▶ **Exercise instructions**: Check every line of the data below for the string "Carrick", and copy the ones that hold it.

[Data items]
______
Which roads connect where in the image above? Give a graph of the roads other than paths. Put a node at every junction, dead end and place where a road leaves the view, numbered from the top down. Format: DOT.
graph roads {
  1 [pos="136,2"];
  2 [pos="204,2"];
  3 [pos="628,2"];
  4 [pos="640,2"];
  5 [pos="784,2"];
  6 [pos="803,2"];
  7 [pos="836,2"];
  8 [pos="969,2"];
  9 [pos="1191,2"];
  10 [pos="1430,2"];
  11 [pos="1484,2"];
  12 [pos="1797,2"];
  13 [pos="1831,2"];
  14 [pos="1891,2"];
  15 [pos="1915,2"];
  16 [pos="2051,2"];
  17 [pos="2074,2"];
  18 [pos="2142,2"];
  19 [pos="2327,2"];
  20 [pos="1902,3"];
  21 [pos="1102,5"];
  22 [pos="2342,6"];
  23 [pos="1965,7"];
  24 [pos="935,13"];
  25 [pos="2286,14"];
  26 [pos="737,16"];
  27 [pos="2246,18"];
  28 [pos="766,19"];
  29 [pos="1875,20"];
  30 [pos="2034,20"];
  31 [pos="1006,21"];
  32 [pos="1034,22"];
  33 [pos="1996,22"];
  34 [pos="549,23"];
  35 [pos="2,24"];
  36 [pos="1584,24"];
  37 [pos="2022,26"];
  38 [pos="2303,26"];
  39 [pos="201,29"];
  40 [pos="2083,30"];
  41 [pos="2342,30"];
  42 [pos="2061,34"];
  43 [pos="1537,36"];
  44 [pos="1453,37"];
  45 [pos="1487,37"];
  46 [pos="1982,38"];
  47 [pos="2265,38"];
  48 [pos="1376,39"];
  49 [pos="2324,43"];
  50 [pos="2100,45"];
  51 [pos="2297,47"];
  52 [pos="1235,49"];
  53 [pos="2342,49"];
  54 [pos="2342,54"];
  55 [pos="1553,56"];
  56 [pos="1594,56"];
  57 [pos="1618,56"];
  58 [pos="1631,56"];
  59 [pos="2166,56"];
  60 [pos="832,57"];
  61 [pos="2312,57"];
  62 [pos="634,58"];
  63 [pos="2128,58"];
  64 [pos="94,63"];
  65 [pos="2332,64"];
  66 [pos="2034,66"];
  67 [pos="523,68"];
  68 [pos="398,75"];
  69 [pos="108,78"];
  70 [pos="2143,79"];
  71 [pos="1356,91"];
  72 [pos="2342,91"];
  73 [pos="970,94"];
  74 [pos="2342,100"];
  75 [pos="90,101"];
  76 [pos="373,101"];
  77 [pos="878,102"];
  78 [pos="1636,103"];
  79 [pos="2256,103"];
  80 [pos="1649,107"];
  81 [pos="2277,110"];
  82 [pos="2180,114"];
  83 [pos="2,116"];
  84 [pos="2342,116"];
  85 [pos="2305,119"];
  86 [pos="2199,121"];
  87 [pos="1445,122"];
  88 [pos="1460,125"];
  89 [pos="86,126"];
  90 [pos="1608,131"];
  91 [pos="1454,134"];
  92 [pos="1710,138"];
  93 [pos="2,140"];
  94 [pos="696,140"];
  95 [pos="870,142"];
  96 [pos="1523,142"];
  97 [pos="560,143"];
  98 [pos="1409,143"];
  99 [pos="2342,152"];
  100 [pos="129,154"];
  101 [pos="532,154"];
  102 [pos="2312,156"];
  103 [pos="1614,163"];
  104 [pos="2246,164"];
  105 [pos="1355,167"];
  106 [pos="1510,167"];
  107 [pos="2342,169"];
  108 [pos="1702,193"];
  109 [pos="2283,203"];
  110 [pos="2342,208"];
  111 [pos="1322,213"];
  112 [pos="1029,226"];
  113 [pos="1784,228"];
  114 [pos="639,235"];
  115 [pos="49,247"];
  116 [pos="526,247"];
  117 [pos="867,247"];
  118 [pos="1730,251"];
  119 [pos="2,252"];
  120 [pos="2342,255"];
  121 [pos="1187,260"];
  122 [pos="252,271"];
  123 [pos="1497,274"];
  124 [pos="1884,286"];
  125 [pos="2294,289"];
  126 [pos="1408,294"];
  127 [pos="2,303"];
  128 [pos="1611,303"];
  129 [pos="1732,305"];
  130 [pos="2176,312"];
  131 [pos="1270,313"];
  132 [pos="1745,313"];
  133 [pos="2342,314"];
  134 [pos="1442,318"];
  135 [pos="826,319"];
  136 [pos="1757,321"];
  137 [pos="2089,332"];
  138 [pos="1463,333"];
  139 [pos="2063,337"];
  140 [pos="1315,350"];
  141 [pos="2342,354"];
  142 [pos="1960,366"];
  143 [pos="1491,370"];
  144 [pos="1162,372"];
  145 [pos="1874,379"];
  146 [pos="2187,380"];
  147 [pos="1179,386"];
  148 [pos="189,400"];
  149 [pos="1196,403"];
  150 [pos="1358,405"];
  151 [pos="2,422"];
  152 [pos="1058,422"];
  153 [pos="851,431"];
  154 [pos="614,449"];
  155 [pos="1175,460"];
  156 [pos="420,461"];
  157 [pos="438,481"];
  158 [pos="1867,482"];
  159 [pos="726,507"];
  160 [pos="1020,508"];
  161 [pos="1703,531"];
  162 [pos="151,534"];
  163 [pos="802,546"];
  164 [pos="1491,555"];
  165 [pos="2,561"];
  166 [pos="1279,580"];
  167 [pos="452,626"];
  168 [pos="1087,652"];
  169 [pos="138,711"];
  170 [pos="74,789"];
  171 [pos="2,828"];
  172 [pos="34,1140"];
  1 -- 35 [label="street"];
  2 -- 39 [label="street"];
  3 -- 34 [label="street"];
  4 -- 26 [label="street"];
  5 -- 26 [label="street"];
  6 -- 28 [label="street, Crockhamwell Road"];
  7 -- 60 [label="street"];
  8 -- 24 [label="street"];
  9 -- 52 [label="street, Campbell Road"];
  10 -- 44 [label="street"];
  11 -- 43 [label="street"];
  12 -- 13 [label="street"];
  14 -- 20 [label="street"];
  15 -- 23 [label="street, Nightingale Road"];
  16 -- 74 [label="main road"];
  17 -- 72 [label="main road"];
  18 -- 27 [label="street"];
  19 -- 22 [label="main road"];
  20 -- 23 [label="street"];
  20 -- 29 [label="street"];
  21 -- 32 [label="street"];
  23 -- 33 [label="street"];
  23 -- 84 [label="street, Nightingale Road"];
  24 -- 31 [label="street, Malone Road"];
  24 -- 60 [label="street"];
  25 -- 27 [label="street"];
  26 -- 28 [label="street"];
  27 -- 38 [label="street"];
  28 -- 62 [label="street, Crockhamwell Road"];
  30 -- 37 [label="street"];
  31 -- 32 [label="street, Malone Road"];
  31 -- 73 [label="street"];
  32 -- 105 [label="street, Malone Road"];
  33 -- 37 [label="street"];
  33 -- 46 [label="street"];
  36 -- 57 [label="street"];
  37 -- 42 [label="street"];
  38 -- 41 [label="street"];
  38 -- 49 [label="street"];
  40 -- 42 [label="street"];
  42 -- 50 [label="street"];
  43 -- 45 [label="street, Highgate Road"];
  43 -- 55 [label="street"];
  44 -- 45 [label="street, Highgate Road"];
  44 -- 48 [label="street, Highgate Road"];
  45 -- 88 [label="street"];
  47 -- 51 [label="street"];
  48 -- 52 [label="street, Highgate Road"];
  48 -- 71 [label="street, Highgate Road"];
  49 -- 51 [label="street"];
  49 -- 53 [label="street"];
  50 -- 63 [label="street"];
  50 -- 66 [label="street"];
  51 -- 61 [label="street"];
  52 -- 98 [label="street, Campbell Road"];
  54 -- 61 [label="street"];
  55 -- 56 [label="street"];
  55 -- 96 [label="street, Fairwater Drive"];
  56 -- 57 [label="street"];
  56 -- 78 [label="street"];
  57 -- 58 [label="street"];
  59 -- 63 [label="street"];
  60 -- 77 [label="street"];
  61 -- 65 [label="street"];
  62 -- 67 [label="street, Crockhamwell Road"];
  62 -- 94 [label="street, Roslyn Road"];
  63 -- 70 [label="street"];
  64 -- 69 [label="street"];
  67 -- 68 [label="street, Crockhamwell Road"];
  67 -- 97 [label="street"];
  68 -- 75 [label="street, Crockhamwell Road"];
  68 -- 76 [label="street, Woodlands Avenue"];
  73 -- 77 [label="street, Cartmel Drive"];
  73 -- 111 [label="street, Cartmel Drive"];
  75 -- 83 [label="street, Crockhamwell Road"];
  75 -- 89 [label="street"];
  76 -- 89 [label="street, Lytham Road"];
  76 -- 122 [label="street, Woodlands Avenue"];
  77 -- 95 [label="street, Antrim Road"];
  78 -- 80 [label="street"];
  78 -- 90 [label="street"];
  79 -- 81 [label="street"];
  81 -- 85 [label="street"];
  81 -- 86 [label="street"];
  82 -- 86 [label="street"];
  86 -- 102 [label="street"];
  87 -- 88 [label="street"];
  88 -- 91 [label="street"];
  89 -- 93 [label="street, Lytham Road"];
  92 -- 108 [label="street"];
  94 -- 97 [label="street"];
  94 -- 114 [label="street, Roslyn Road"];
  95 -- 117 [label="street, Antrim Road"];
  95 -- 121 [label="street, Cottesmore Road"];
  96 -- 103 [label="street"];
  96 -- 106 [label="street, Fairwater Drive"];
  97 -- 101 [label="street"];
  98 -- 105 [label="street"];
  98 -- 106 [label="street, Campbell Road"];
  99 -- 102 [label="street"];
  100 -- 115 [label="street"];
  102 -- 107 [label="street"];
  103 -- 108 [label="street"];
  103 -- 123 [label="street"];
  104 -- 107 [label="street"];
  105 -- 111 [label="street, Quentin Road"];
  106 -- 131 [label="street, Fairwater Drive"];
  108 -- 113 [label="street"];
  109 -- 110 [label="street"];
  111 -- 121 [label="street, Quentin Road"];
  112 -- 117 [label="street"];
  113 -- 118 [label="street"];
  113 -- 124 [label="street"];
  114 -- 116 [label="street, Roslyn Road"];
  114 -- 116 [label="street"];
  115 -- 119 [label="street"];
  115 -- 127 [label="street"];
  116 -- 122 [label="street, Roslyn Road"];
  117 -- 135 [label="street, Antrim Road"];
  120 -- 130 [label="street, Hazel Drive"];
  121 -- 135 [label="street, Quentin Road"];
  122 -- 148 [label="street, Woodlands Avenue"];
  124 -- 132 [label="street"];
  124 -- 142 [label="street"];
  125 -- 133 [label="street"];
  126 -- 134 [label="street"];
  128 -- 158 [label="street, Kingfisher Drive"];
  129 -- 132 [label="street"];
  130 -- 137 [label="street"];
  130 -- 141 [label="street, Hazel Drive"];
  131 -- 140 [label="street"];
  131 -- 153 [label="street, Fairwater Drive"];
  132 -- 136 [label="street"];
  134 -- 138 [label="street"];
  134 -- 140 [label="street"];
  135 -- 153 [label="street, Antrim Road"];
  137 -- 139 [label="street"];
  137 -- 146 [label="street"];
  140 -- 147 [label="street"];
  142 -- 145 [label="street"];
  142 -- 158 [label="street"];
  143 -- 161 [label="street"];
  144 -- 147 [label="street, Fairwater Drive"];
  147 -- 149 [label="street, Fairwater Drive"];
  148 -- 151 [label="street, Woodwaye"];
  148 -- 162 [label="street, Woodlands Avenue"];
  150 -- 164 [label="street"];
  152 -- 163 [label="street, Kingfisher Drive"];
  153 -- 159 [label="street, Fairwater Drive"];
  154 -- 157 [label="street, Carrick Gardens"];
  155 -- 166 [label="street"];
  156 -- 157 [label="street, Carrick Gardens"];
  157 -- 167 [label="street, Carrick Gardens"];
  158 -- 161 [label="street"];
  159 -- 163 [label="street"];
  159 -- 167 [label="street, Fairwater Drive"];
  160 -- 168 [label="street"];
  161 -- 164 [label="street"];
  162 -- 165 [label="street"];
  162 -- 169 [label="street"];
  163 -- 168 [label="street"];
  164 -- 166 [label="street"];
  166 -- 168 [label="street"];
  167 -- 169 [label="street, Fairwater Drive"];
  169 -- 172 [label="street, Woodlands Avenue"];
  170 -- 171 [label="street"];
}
______
▶ **Written response**:
  154 -- 157 [label="street, Carrick Gardens"];
  156 -- 157 [label="street, Carrick Gardens"];
  157 -- 167 [label="street, Carrick Gardens"];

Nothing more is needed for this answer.